Resurrection (2022)

Resurrection (2022)

2022 103 Minutes

Thriller | Horror | Drama

A woman’s carefully constructed life is upended when an unwelcome shadow from her past returns, forcing her to confront the monster she’s evaded for two decades.

Overall Rating

5 / 10
Verdict: So-So

User Review

  • ScreenZealots

    ScreenZealots

    5 / 10
    A career-best performance from Rebecca Hall can’t save writer-director Andrew Semans‘ maddening “Resurrection,” an annoying yet deeply disturbing tale of psychological horror. The film bounces back and forth from traditional buttoned-up drama to nutty, shocking camp. It’s an unsettling movie that people will be talking about, but likely for the wrong reasons.
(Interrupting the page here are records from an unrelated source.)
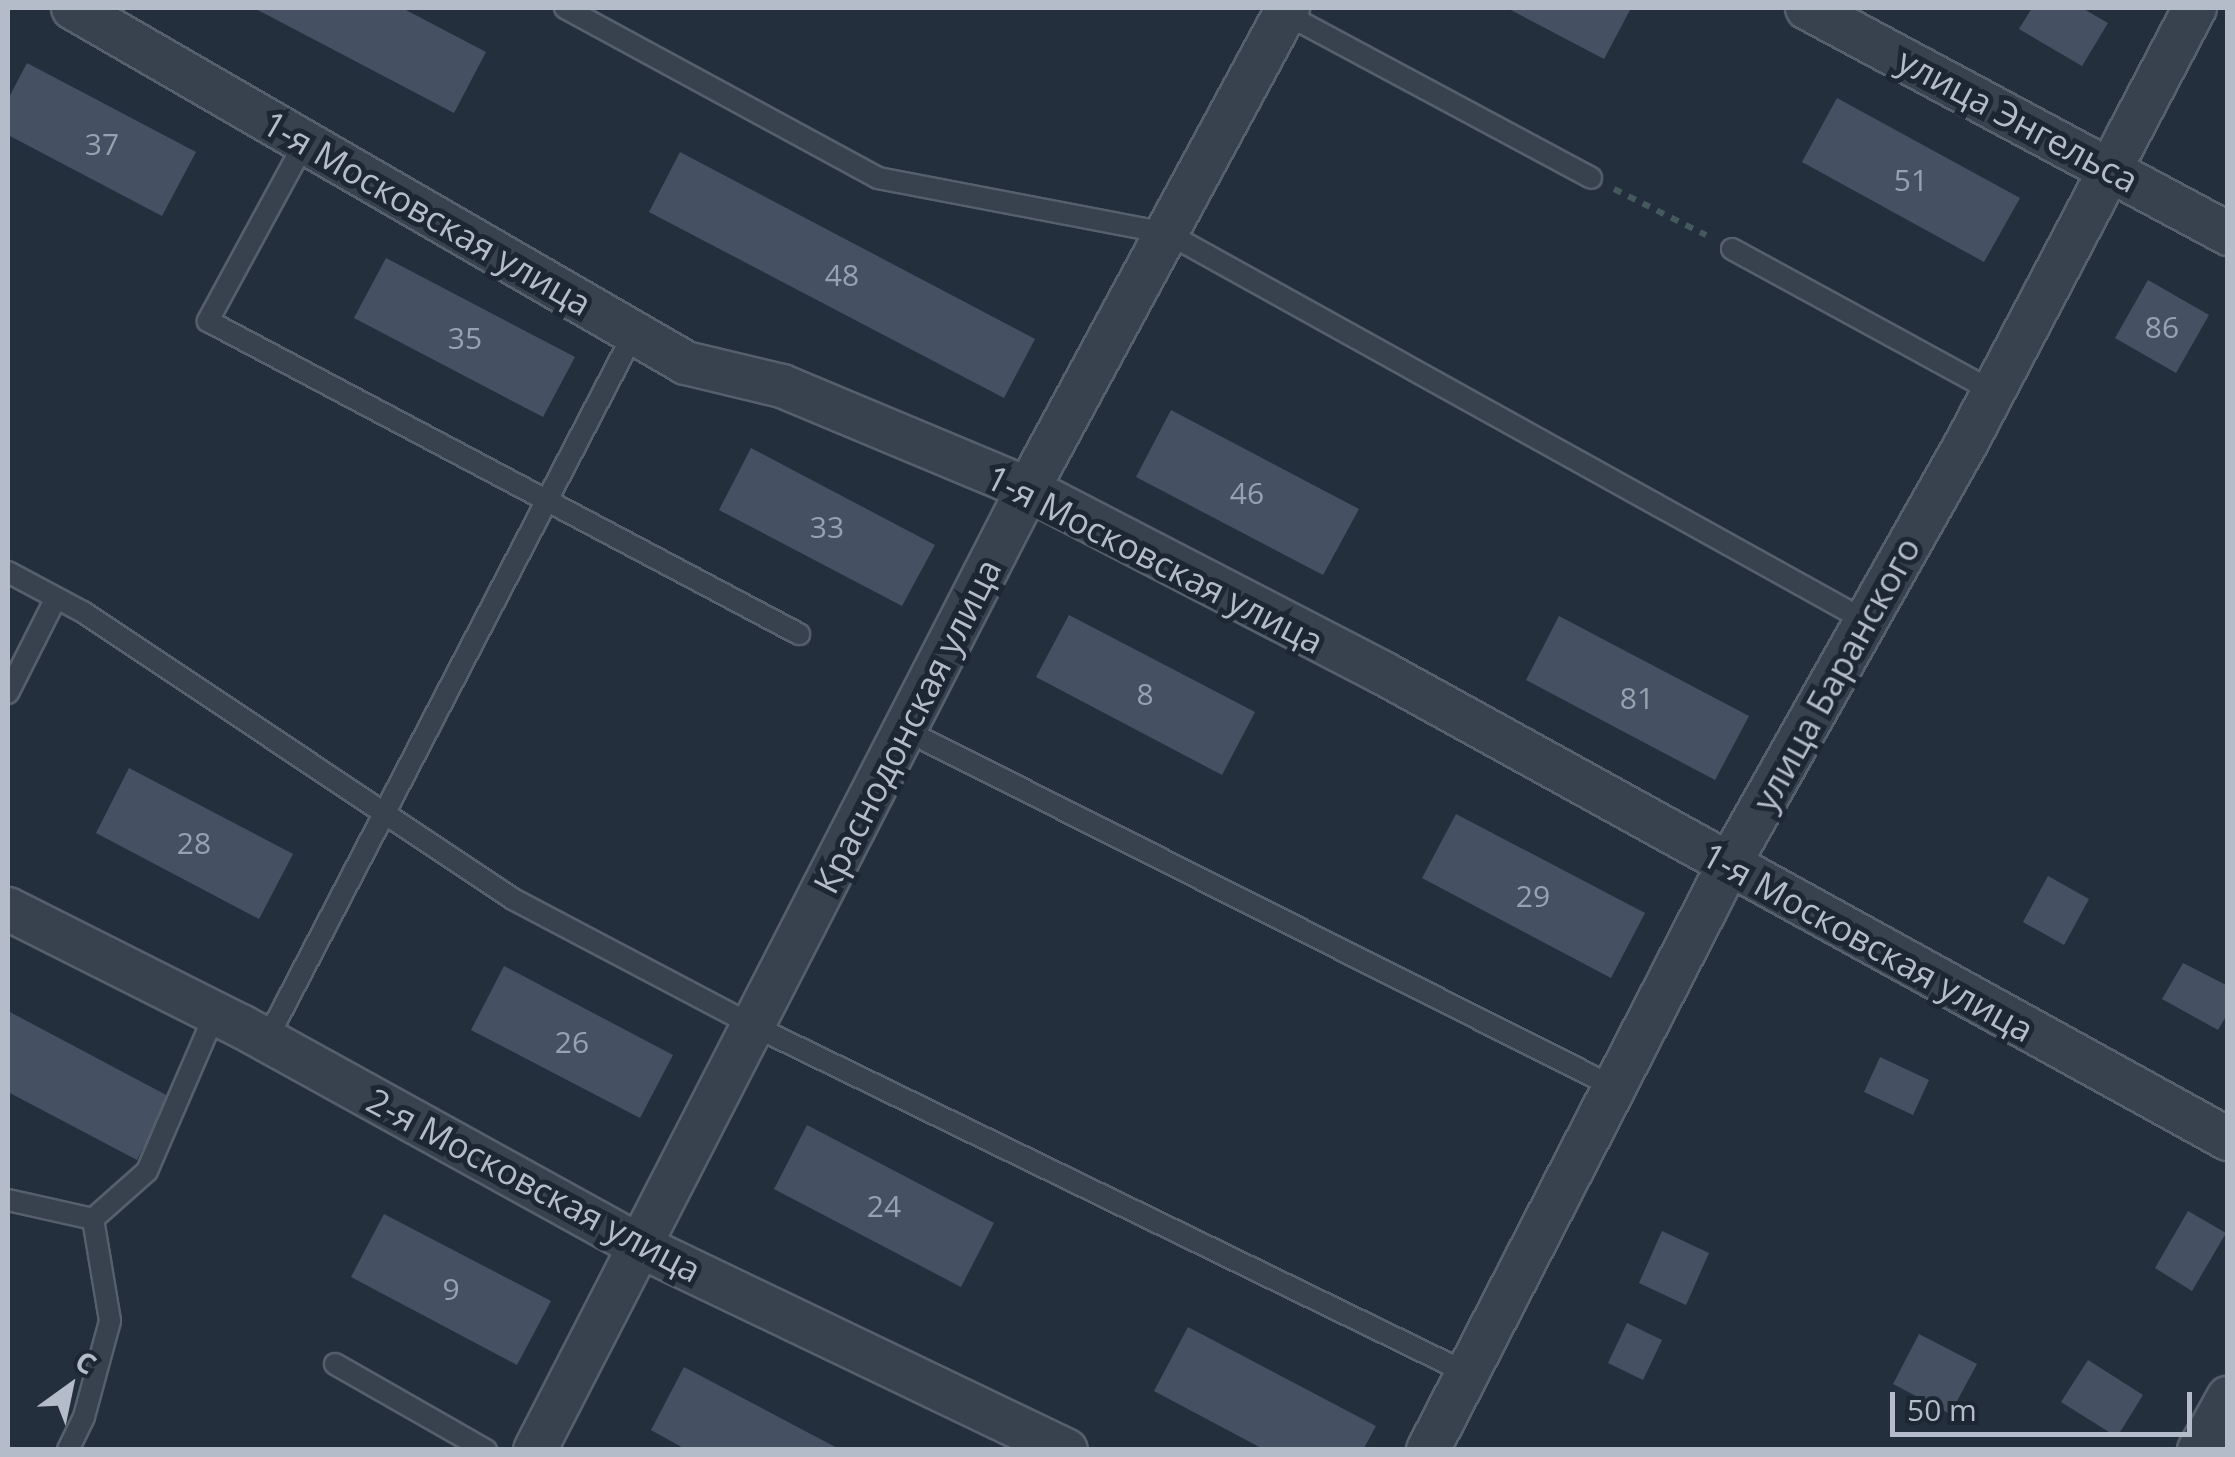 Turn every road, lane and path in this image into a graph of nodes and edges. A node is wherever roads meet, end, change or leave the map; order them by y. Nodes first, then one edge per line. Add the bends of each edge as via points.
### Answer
1 (72, 8) edge
2 (565, 8) edge
3 (1808, 8) edge
4 (2195, 8) edge
5 (1282, 10) edge
6 (305, 142) junction
7 (2108, 167) junction
8 (1591, 178) joint
9 (1166, 232) junction
10 (2228, 234) edge
11 (1732, 248) joint
12 (634, 333) junction
13 (1992, 391) junction
14 (1028, 489) junction
15 (546, 502) junction
16 (8, 572) edge
17 (56, 598) junction
18 (1866, 621) junction
19 (799, 634) dead end
20 (8, 693) edge
21 (905, 730) junction
22 (384, 815) junction
23 (1728, 866) junction
24 (8, 908) edge
25 (215, 1014) junction
26 (754, 1026) junction
27 (266, 1041) junction
28 (1614, 1087) junction
29 (2228, 1139) edge
30 (8, 1200) edge
31 (93, 1219) junction
32 (642, 1247) junction
33 (336, 1364) dead end
34 (1468, 1374) junction
35 (2228, 1398) edge
36 (68, 1450) edge
37 (486, 1450) edge
38 (536, 1450) edge
39 (1066, 1450) edge
40 (1428, 1450) edge
41 (2199, 1450) edge

1 - 6 street, 1-я Московская улица
2 - 9 lane via 878,178
3 - 7 street, улица Энгельса
4 - 7 street, улица Баранского
5 - 8 lane
5 - 9 street, Краснодонская улица
6 - 12 street, 1-я Московская улица
6 - 15 lane via 208,321
7 - 10 street, улица Энгельса
7 - 13 street, улица Баранского
8 - 11 path
9 - 14 street, Краснодонская улица
9 - 18 lane
11 - 13 lane
12 - 14 street, 1-я Московская улица via 686,363 782,386
12 - 15 lane
13 - 18 street, улица Баранского
14 - 21 street, Краснодонская улица
14 - 23 street, 1-я Московская улица via 1383,672
15 - 19 lane
15 - 22 lane
16 - 17 lane
17 - 20 lane
17 - 22 lane
18 - 23 street, улица Баранского
21 - 26 street, Краснодонская улица
21 - 28 lane
22 - 26 lane via 513,899
22 - 27 lane
23 - 28 street, улица Баранского
23 - 29 street, 1-я Московская улица
24 - 25 street, 2-я Московская улица
25 - 27 street, 2-я Московская улица
25 - 31 lane via 146,1170
26 - 32 street, Краснодонская улица
26 - 34 lane
27 - 32 street, 2-я Московская улица
28 - 34 street, улица Баранского
30 - 31 lane
31 - 36 lane via 110,1321
32 - 38 street, Краснодонская улица
32 - 39 street, 2-я Московская улица
33 - 37 lane
34 - 40 street, улица Баранского
35 - 41 street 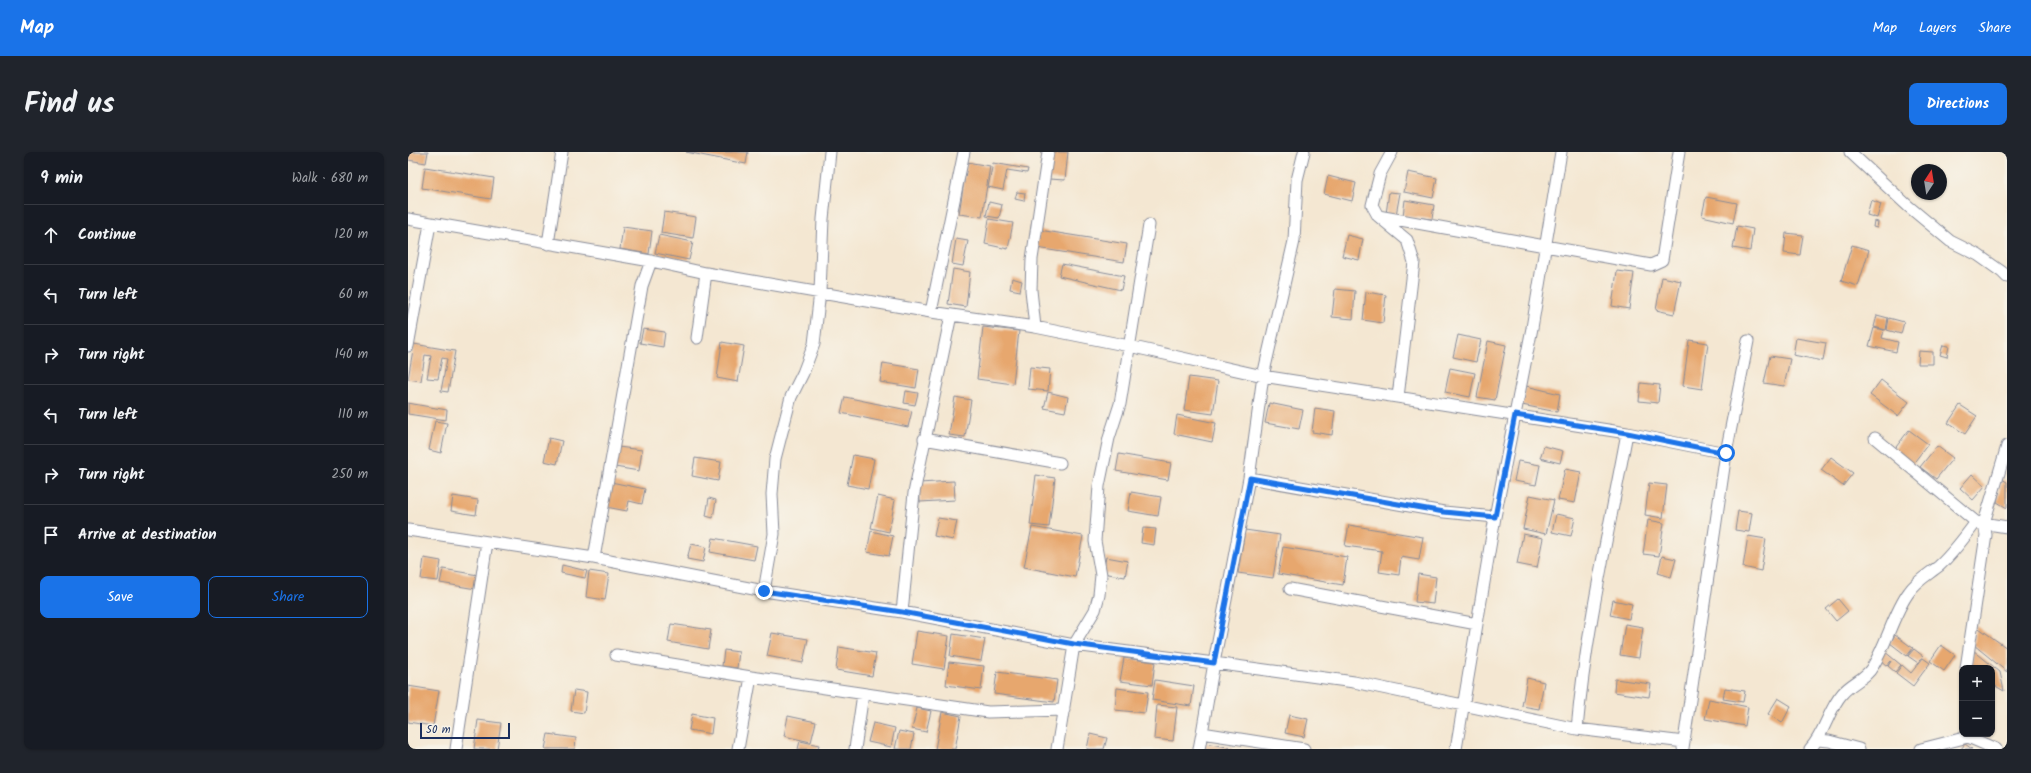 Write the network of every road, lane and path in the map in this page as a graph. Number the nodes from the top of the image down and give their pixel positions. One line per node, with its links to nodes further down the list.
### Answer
1 (562, 152): 14 (street)
2 (830, 152): 19 (street)
3 (964, 152): 20 (street)
4 (1048, 152): 22 (street)
5 (1304, 152): 27 (street)
6 (1392, 152): 10 (street)
7 (1561, 152): 15 (street)
8 (1679, 152): 15 (street)
9 (1850, 152): 18 (street)
10 (1378, 216): 15 (street); 28 (street)
11 (408, 219): 12 (street)
12 (430, 224): 14 (street); 25 (street)
13 (1149, 225): 26 (street)
14 (548, 244): 16 (street)
15 (1546, 246): 29 (street)
16 (651, 261): 17 (street); 42 (street)
17 (706, 273): 19 (street); 23 (street)
18 (2007, 277)
19 (820, 292): 20 (street); 44 (street)
20 (931, 312): 21 (street)
21 (951, 315): 22 (street); 32 (street)
22 (1035, 327): 26 (street)
23 (697, 338)
24 (1748, 340): 34 (street)
25 (408, 346)
26 (1129, 346): 27 (street); 47 (street)
27 (1263, 376): 28 (street); 36 (street)
28 (1398, 397): 29 (street)
29 (1515, 415): 30 (street); 37 (street)
30 (1627, 433): 34 (street); 55 (street)
31 (1875, 438): 38 (street)
32 (924, 439): 35 (street); 45 (street)
33 (2007, 446): 38 (street)
34 (1726, 453): 60 (street)
35 (1060, 463)
36 (1250, 478): 37 (street); 49 (street)
37 (1495, 517): 46 (street)
38 (1980, 522): 39 (street); 50 (street); 59 (street)
39 (2007, 527)
40 (408, 530): 41 (street)
41 (487, 542): 42 (street); 61 (street)
42 (594, 558): 44 (street)
43 (1290, 589): 46 (street)
44 (764, 591): 45 (street)
45 (902, 612): 47 (street)
46 (1477, 624): 53 (street)
47 (1074, 644): 49 (street); 54 (street)
48 (616, 655): 51 (street)
49 (1214, 663): 53 (street); 56 (street)
50 (1966, 665)
51 (751, 677): 52 (street); 62 (street)
52 (863, 694): 54 (street); 63 (street)
53 (1463, 705): 55 (street); 67 (street)
54 (1064, 710): 64 (street)
55 (1577, 729): 60 (street)
56 (1202, 733): 65 (street); 66 (street)
57 (1961, 737): 70 (street)
58 (1972, 737): 71 (street)
59 (1818, 740): 68 (street); 69 (street)
60 (1684, 746)
61 (456, 749)
62 (738, 749)
63 (855, 749)
64 (1057, 749)
65 (1200, 749)
66 (1304, 749)
67 (1456, 749)
68 (1810, 749)
69 (1859, 749)
70 (1921, 749)
71 (1996, 749)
    Margaret (Hall) is a busy single mom with a successful career. Balancing work responsibilities with being a parent, she lives with her soon-to-be eighteen year old daughter, Abbie (Grace Kaufman), and is very overprotective of her. While at an office seminar, Margaret thinks she catches a glimpse of a dangerous man from her past named David (Tim Roth), which startles and terrifies her. Rushing home to bolt the door and check on Abbie, Margaret realizes that David is indeed in town to take care of some unfinished business.

    It’s revealed that Margaret suffered years of horrific abuse at the hands of David, her monstrous former boyfriend. It was a toxic relationship that left long-term, chronic psychological consequences, and his reappearance after nearly two decades sparks a trauma response in Margaret. Her world begins to fall apart and she relives the nightmare and terror of her past.

    The film is a thriller and a cautionary tale of what untreated trauma can do to a person. Margaret becomes completely unhinged and deranged, descending into madness. Roth is chilling as the truly diabolical David, and the film is legitimately scary. The typical stalker movie elements are here, which makes for a solid and satisfying thriller — until the cinematic equivalent of a record scratch drops. That’s when I yelled out, “what in the holy hell is happening?“

    I was along for the ride until the end, which concludes with what I consider an astonishingly lazy finale. It feels like Semans didn’t know where to take his story and couldn’t figure out a way to wrap it up, so he decided to throw out ambiguity coupled with gore to up the shock value. It’s irritating to ask so much of your audience and then walk away with an open ending, especially after building so much intensity in the story. I don’t want to take away from Hall’s stellar performance, but that’s why “Resurrection” annoyed me.